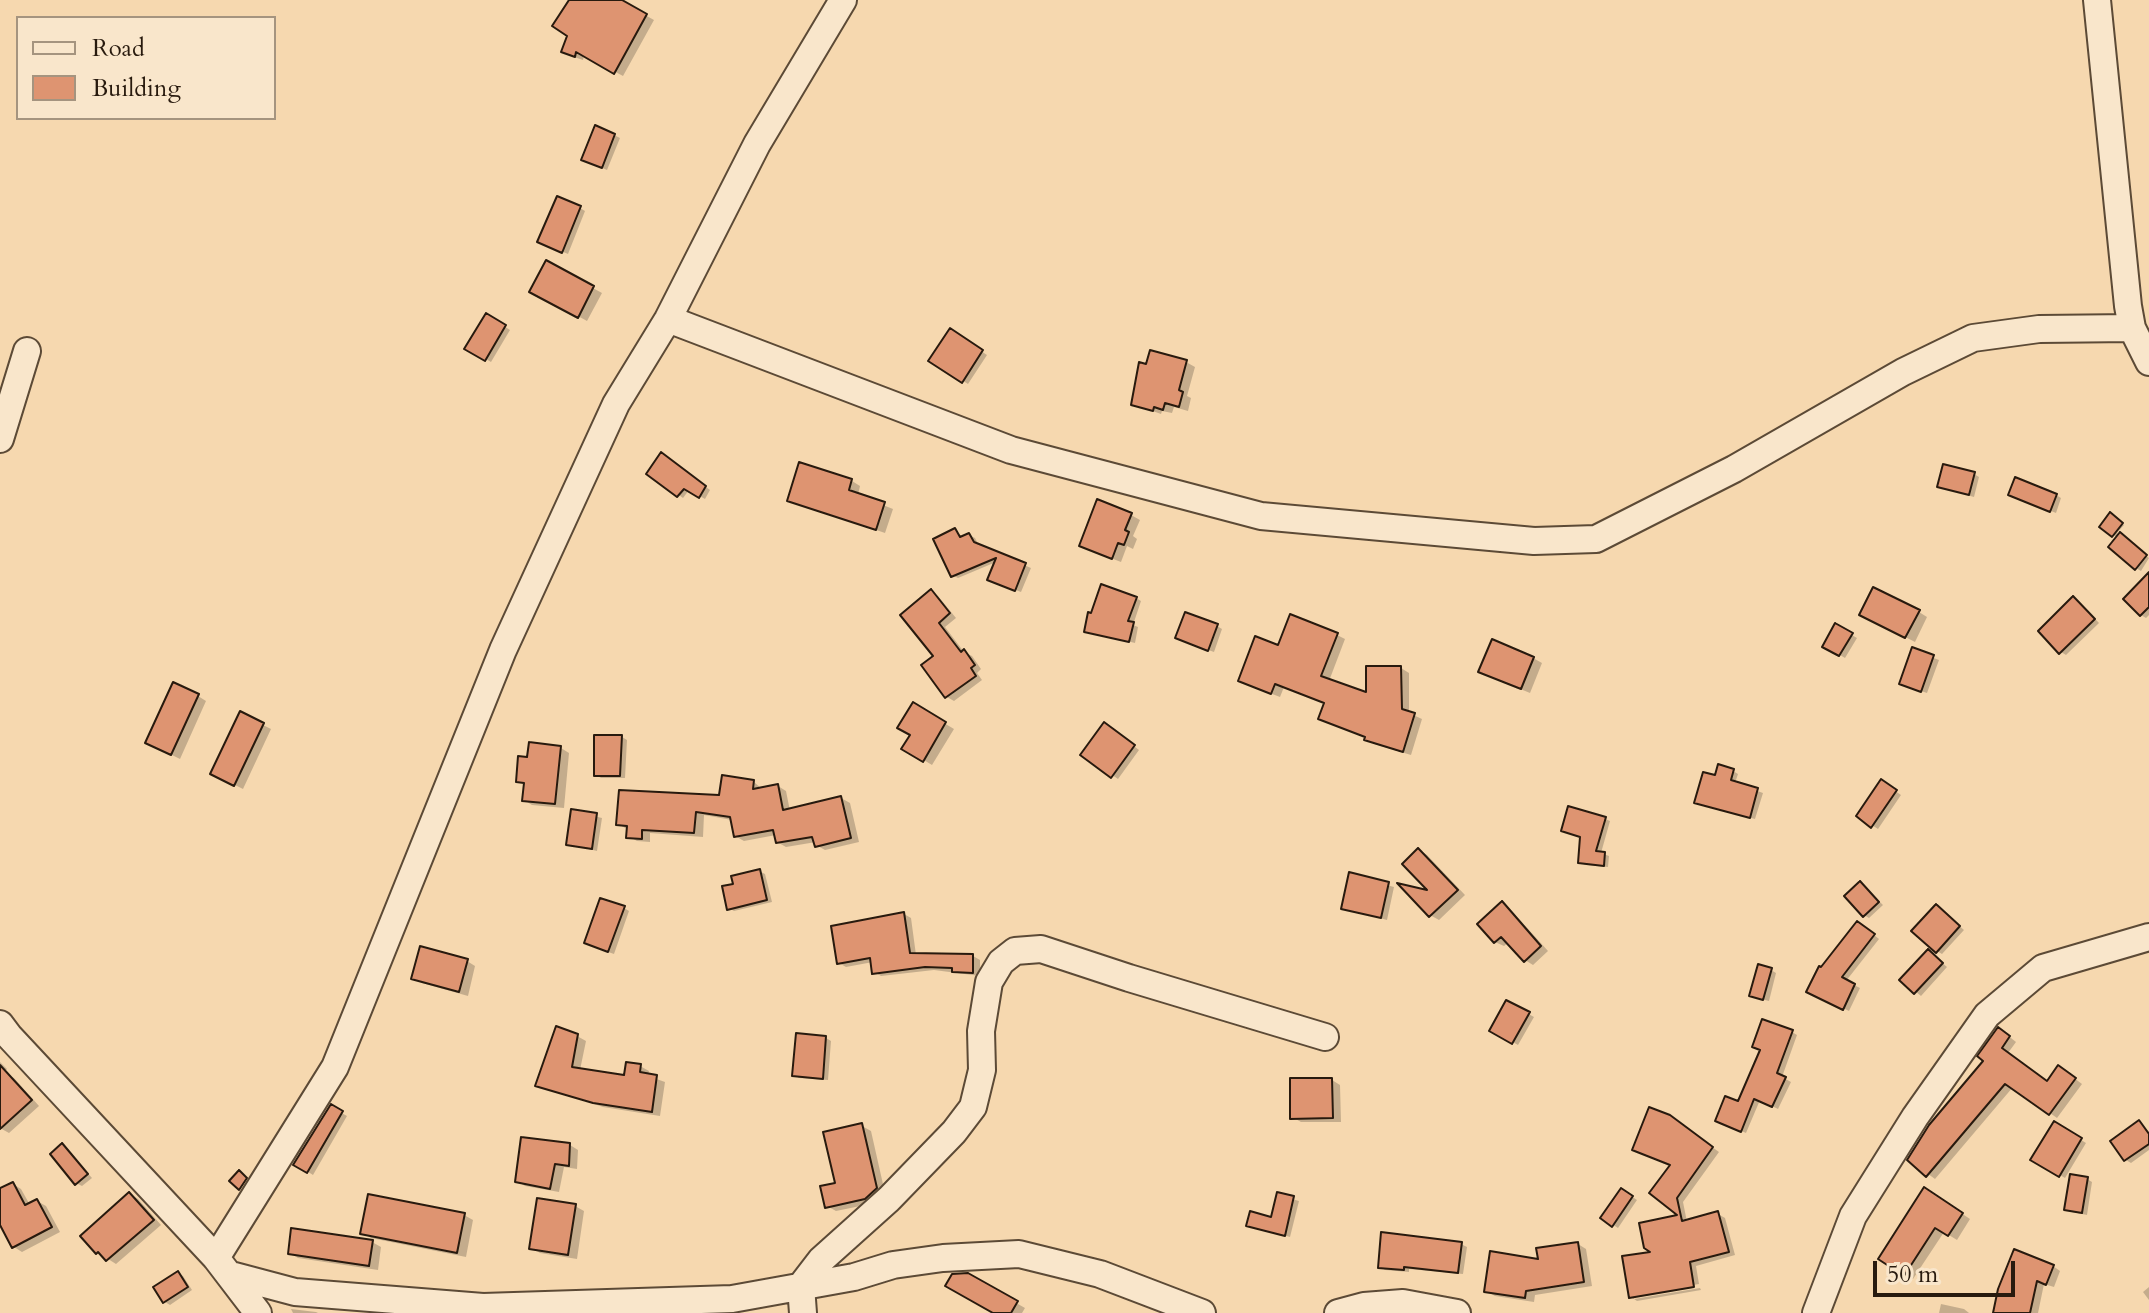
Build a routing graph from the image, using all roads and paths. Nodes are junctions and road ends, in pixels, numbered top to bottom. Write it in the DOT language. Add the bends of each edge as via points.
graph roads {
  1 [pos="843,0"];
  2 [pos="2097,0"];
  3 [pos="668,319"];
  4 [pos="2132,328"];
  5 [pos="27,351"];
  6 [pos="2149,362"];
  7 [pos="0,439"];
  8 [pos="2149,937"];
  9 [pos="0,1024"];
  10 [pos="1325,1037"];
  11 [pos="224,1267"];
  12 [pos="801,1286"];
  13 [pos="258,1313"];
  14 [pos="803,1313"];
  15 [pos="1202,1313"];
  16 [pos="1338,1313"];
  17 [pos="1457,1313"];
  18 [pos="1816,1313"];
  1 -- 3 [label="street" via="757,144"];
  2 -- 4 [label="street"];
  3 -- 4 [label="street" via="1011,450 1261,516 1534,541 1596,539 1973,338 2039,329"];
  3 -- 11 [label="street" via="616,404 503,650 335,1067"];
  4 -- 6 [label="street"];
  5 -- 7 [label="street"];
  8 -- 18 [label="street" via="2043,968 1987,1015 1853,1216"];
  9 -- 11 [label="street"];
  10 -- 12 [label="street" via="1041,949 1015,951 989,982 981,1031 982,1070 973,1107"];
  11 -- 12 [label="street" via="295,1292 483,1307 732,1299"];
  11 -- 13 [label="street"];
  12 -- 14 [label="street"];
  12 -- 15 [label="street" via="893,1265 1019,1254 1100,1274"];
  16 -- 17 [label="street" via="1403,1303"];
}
----------------
The records are to be returned word for word, without any of their pictures.

Build a routing graph from the image, using all roads and paths. Nodes are junctions and road ends, in pixels, numbered top to bottom. Write it in the DOT language. Add the bends of each edge as via points.
graph roads {
  1 [pos="843,0"];
  2 [pos="2097,0"];
  3 [pos="668,319"];
  4 [pos="2132,328"];
  5 [pos="27,351"];
  6 [pos="2149,362"];
  7 [pos="0,439"];
  8 [pos="2149,937"];
  9 [pos="0,1024"];
  10 [pos="1325,1037"];
  11 [pos="224,1267"];
  12 [pos="801,1286"];
  13 [pos="258,1313"];
  14 [pos="803,1313"];
  15 [pos="1202,1313"];
  16 [pos="1338,1313"];
  17 [pos="1457,1313"];
  18 [pos="1816,1313"];
  1 -- 3 [label="street" via="757,144"];
  2 -- 4 [label="street"];
  3 -- 4 [label="street" via="1011,450 1261,516 1534,541 1596,539 1973,338 2039,329"];
  3 -- 11 [label="street" via="616,404 503,650 335,1067"];
  4 -- 6 [label="street"];
  5 -- 7 [label="street"];
  8 -- 18 [label="street" via="2043,968 1987,1015 1853,1216"];
  9 -- 11 [label="street"];
  10 -- 12 [label="street" via="1041,949 1015,951 989,982 981,1031 982,1070 973,1107"];
  11 -- 12 [label="street" via="295,1292 483,1307 732,1299"];
  11 -- 13 [label="street"];
  12 -- 14 [label="street"];
  12 -- 15 [label="street" via="893,1265 1019,1254 1100,1274"];
  16 -- 17 [label="street" via="1403,1303"];
}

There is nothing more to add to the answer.